Within the culture of the time there are several possibilities for the meaning a fig tree brings to a story. The fig tree can appropriately symbolize the mystery of death and life, because of its particularly dead appearance in the winter and the appearance of its buds late in the spring (Jeremias 119). In some instances rabbinic thought emphasized the double motion of falling leaves (not a common trait of trees in this region of the world) and the rising sap as a metaphor for coming of a new age — the old passes away even as the new takes place (Scott 341). Another midrashic statement connects the harvesting of figs to the growth of the Israelite people. As a harvester first collects only one fig from the tree, then several, then baskets and baskets full, God began his relationship with his people with only one man, Abraham, then several, Isaac and Jacob, and then the nation as they began to multiply and increase (341).

Instead of employing any of these possible symbols, Luke concludes, after looking at the fig tree and all the other trees, that “summer is now near.” Scott finds it notable that Luke finds nothing significant about the fig tree, as he is willing to extend the parable to all of the trees. He calls Luke’s symbolic treatment an exercise in “minimalism” (342).

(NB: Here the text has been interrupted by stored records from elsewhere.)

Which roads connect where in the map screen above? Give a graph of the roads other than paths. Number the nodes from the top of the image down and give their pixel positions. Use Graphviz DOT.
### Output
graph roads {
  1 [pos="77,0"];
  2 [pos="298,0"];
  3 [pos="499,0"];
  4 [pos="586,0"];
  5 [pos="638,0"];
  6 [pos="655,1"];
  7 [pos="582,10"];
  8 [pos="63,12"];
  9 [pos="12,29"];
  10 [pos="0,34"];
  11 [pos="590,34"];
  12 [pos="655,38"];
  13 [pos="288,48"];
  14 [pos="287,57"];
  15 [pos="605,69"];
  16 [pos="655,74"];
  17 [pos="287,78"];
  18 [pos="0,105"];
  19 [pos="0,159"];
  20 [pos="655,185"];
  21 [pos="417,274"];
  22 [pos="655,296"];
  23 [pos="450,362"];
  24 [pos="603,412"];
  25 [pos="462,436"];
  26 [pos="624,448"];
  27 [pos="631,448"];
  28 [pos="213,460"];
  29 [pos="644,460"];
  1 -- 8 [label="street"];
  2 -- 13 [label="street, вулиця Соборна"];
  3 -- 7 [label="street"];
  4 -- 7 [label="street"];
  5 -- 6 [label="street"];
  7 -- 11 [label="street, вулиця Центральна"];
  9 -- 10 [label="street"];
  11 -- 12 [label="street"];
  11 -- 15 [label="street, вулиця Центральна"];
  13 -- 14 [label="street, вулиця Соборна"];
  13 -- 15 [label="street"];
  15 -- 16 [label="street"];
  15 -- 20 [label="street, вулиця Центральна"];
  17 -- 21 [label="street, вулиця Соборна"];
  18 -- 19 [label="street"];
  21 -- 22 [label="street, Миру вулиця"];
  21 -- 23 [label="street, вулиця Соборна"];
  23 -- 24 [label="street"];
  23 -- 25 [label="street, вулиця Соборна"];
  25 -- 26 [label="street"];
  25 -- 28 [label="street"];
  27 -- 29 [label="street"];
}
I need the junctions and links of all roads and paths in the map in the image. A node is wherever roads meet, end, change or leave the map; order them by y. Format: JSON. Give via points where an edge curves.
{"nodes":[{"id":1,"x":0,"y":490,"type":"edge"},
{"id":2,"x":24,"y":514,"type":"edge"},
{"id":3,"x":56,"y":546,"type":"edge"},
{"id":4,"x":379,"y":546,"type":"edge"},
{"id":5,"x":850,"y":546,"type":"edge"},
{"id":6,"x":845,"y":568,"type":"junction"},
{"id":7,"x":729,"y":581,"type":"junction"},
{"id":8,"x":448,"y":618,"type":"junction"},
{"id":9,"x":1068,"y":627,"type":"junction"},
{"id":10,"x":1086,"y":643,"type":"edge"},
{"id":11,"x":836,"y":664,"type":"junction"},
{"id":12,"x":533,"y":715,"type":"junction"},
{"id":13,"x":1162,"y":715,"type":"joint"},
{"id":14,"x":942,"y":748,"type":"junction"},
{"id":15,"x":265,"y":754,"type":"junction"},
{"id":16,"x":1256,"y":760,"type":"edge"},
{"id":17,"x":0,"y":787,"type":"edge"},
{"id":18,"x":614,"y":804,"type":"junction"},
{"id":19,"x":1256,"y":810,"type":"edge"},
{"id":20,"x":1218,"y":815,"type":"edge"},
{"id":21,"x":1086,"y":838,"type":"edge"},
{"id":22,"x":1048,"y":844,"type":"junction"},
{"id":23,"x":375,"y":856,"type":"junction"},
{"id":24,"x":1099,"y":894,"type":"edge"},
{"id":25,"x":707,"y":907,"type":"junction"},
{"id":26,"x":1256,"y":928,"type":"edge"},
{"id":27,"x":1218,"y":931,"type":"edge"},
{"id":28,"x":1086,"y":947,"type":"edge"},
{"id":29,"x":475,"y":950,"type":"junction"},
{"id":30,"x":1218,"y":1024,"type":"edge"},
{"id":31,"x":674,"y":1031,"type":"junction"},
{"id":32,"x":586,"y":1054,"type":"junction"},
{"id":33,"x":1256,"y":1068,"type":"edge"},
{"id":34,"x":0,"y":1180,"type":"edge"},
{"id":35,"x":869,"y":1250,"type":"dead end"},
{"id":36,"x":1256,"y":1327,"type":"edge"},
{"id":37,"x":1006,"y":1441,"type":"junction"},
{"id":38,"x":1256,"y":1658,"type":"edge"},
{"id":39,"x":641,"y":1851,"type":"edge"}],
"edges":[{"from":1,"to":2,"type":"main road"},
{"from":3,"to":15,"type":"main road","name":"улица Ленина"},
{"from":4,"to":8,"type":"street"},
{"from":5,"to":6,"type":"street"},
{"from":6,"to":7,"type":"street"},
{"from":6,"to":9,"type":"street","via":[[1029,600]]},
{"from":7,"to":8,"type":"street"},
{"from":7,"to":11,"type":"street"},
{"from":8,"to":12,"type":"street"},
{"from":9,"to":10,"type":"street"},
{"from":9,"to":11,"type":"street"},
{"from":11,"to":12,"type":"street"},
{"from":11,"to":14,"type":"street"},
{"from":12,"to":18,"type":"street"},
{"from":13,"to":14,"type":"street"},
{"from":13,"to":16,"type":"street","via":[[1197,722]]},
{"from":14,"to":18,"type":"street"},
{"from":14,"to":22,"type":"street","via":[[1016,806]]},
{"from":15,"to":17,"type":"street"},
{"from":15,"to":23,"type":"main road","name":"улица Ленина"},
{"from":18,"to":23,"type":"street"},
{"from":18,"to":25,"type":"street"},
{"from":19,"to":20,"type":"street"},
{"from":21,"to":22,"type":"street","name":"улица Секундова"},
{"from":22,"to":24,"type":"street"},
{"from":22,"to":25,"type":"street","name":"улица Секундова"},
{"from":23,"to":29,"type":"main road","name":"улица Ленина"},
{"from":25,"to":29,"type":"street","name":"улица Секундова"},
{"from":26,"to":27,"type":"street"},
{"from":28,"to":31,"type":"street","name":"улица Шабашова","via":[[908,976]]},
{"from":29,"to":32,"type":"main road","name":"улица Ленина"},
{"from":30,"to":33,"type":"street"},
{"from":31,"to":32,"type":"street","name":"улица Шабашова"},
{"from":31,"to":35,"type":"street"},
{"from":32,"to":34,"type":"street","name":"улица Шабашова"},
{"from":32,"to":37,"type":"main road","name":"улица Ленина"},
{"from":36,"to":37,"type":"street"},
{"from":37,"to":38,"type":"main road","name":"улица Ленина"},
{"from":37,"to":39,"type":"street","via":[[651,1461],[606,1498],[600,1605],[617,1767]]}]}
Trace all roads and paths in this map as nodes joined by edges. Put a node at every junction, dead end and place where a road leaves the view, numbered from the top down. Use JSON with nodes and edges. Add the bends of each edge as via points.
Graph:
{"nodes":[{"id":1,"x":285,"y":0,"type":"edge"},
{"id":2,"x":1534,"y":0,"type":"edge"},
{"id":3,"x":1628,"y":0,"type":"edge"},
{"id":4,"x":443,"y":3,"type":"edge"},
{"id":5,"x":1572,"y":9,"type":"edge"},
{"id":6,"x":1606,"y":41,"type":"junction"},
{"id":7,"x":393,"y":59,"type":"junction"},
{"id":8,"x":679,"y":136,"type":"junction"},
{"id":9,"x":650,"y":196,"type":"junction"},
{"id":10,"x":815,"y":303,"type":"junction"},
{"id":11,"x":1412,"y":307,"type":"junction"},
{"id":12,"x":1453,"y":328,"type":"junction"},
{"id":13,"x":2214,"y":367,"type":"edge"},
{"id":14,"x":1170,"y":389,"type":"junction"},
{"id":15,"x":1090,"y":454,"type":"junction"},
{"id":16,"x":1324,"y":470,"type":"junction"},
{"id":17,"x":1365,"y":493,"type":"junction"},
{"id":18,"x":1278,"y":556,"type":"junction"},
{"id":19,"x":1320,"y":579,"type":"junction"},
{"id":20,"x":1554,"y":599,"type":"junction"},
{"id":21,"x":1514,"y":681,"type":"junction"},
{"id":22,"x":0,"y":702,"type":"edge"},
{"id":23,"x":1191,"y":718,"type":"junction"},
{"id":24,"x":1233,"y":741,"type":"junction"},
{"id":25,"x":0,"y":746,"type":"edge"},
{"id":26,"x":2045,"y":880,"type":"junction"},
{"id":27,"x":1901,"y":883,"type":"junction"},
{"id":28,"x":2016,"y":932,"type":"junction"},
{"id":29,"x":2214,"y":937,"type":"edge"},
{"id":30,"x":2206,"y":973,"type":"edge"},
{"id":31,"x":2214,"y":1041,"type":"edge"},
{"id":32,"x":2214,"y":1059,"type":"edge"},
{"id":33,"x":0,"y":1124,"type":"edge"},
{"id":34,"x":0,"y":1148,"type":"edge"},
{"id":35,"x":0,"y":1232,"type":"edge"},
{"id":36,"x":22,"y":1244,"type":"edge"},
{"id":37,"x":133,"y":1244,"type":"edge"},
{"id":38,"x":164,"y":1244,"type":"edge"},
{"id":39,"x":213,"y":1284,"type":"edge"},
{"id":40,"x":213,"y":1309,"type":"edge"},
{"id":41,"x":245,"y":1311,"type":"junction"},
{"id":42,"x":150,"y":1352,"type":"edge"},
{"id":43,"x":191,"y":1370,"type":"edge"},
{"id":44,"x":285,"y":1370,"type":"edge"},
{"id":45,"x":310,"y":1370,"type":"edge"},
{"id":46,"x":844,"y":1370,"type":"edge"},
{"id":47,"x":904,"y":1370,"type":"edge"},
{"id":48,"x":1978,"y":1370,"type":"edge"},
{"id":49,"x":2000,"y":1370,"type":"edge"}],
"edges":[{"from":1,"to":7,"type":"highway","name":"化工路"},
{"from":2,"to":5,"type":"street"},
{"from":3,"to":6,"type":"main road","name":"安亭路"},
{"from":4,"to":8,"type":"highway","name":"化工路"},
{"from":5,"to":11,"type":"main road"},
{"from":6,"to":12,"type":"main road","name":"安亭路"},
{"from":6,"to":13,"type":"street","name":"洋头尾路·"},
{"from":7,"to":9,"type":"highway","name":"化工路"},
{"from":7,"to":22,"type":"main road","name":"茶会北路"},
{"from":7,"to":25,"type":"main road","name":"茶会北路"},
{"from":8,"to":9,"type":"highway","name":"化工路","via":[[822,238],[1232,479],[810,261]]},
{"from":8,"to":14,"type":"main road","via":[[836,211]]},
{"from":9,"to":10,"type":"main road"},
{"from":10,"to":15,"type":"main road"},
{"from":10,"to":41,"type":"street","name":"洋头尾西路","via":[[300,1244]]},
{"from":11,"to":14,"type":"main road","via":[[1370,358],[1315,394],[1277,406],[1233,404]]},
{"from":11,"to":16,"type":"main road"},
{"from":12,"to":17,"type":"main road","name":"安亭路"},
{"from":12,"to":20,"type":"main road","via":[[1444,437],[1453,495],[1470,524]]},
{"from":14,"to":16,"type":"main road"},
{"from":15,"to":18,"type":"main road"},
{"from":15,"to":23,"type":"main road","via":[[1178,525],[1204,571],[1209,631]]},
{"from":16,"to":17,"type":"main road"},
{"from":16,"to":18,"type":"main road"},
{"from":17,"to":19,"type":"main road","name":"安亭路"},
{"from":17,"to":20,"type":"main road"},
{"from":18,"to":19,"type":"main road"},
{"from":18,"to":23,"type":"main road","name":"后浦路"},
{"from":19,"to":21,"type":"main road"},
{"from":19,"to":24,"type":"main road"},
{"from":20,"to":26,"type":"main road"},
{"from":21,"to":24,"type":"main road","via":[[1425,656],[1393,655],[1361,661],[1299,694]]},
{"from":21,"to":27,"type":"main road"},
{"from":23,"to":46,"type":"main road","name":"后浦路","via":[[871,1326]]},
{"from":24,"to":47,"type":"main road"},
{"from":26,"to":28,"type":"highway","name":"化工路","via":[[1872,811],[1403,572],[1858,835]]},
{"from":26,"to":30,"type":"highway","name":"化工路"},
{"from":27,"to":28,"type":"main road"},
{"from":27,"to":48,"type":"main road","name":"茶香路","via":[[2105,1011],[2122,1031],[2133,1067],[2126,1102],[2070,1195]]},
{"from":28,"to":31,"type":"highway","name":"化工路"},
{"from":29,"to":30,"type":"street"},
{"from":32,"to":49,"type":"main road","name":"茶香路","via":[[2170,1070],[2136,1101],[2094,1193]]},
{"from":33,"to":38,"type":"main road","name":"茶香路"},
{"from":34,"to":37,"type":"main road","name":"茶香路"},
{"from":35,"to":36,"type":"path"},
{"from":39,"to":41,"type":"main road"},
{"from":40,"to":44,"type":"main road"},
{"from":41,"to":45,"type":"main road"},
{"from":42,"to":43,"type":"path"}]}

Verse 30’s inclusion of “see for yourselves” probably does not change the thrust of the verse in comparison to the other gospel parallels, but simply emphasizes the “totally adequate basis for knowing for oneself” (Nolland 1009). Anyone can draw the proper conclusion about the coming summer by simply observing the emergence of the leaves (Harrington 328). Next, in verse 31, Luke adds the kingdom of God to the general form of the parable. When you see “these things,” you will know that the kingdom of God is near. “These things” might refer to a comprehensive look at the world and all its events and surroundings (1009). It could refer to the distress of the times or the cosmic signs referred to earlier in the chapter. The other two gospels say that when you see these things you will know that “he” is near, at the very gates, while Luke changes it to “the kingdom of God” is near. Some scholars take this to mean that the kingdom, as it is present in the teaching of Jesus will come to fulfillment (Blomberg 126). But Blomberg challenges this suggestion, insisting that if Luke had not meant this in an eschatological way, he would not have used “kingdom of God” at all (126). In fact, Blomberg says that were it not for the common supposition that Luke offers an apology for the delay of the Parousia, no one would find theological significance of any sort in this change (126).

Does the “nearness” of the kingdom have in mind proximity in space, time, or reason? How should such a statement be interpreted? Nolland offers a view (which he credits to Smijewski) that nearness does not have any relation to chronology, but “generalizes to wider dimensions of unfolding history the view that in the ministry of Jesus the kingdom of God was in the process of breaking in” (1009). Nolland ultimately rejects this view because of what he sees as the completely chronological nature of the chapter in which this passage is placed. He concludes that Luke is speaking of the “eschatological consummation of the kingdom of God” (Nolland 1009) -- that is, the temporal end of the present age and the dawning of the final age of fulfillment.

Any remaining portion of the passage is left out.